You might not know where the code came from, how it works, and what it’s impact is.

The present design was the result of a competition sponsored by the US National Association of Food Chains in 1971. Supermarkets had long dreamed of some sort of machine that could replace the laborious work of typing in prices of every item sold in a cash register. Finally, the technology caught up with the dream, and in 1972 bar codes were introduced in one supermarket in Cincinnatti in the US.

A laser swings its beam back and forth in the form of an “X”, and when the light bounces back from the barcode, a computer recognizes the pattern, and converts it to numbers, in binary code.
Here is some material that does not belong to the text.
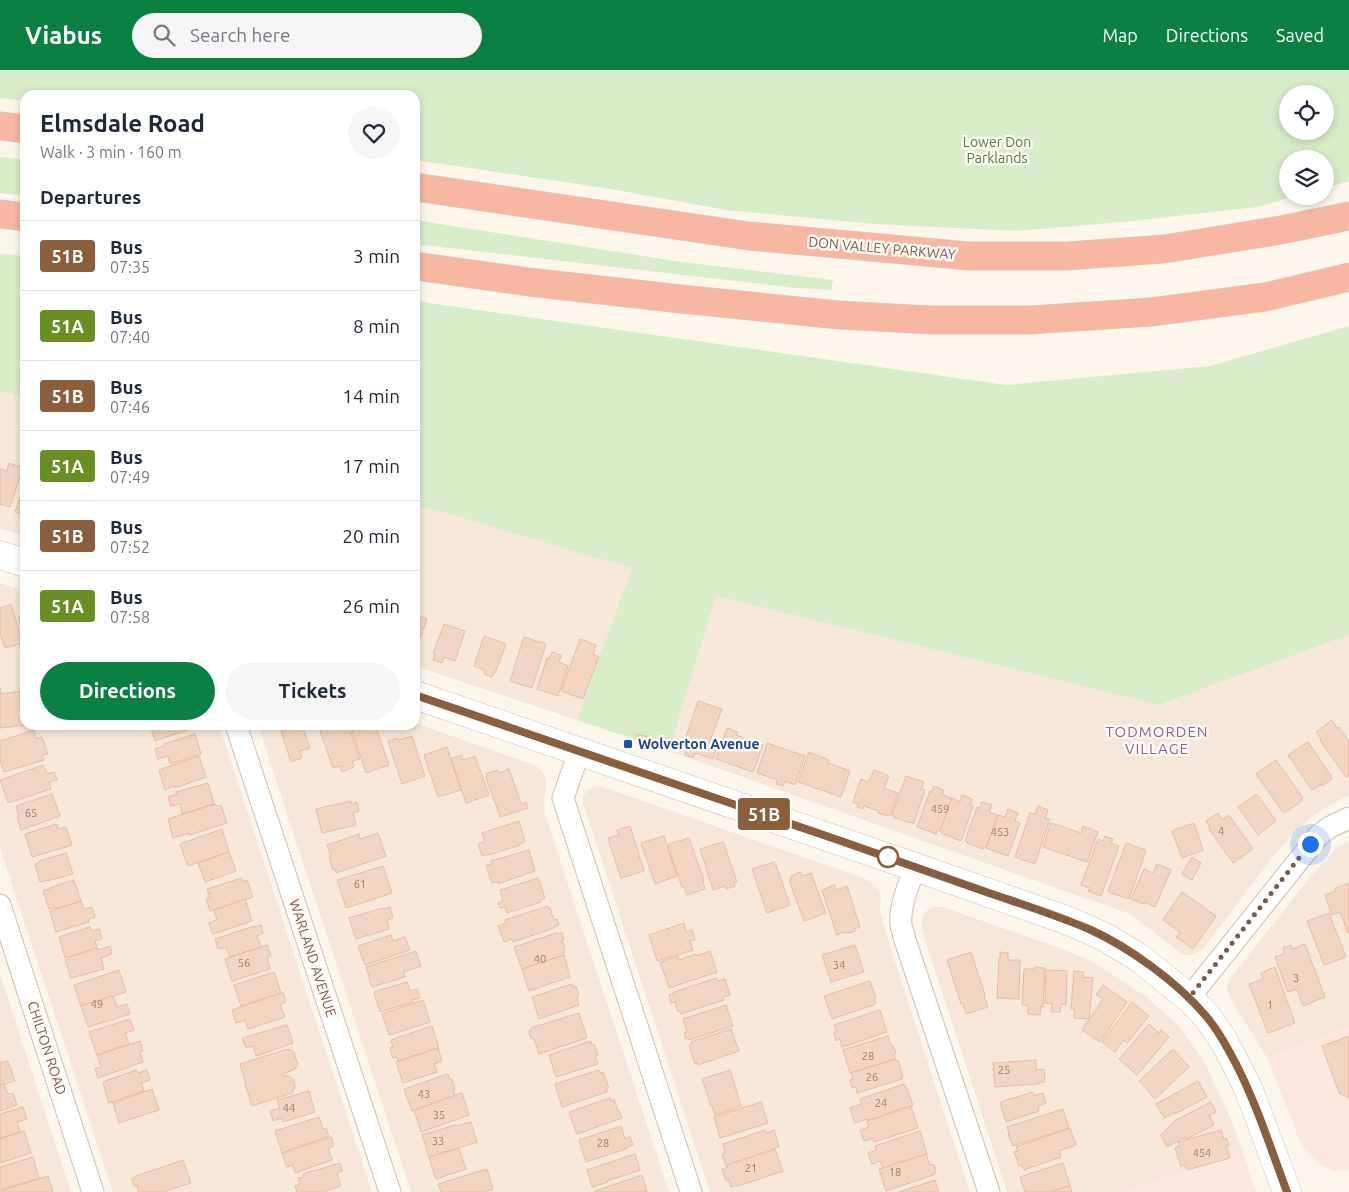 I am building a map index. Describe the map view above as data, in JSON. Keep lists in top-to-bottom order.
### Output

I was surprised to learn that both the white spaces and the black spaces are conveying information: a think black line is “one”, a thicker black line is “one one”, and so on. Similarly, a think white space is “zero”, a thicker one is “zero zero”… The codes don’t carry any information about price or the product. All they do is tell the store’s computer where to look for information about the price and the product in its data base.

Depending on whether you sympathize with management or labor, you could say that bar codes enabled greater efficiency, more accuracy, and shorter waiting times - and all this is true. However, you could also point out that the bar codes put thousands of people out of work and downgraded the skills necessary for the checkers who remained (and thus the salary expectations too) - you could add that barcodes enabled people to consume more, more quickly, with less human interaction. I’ll leave it to you, Dear Reader, to decide if that is good thing or a bad thing.

Finally, before you pull out your credit card or your supermarket loyalty card the next time you buy bread and milk, you should realize that the barcodes allow the supermarket to know exactly what YOU bought, when, and what your buying patterns are over time. Basrcodes make Big Data possible, something else for you, the reader, to judge the merits of.


Catch up on the over 180 previous “Today’s Revolutionaries” here.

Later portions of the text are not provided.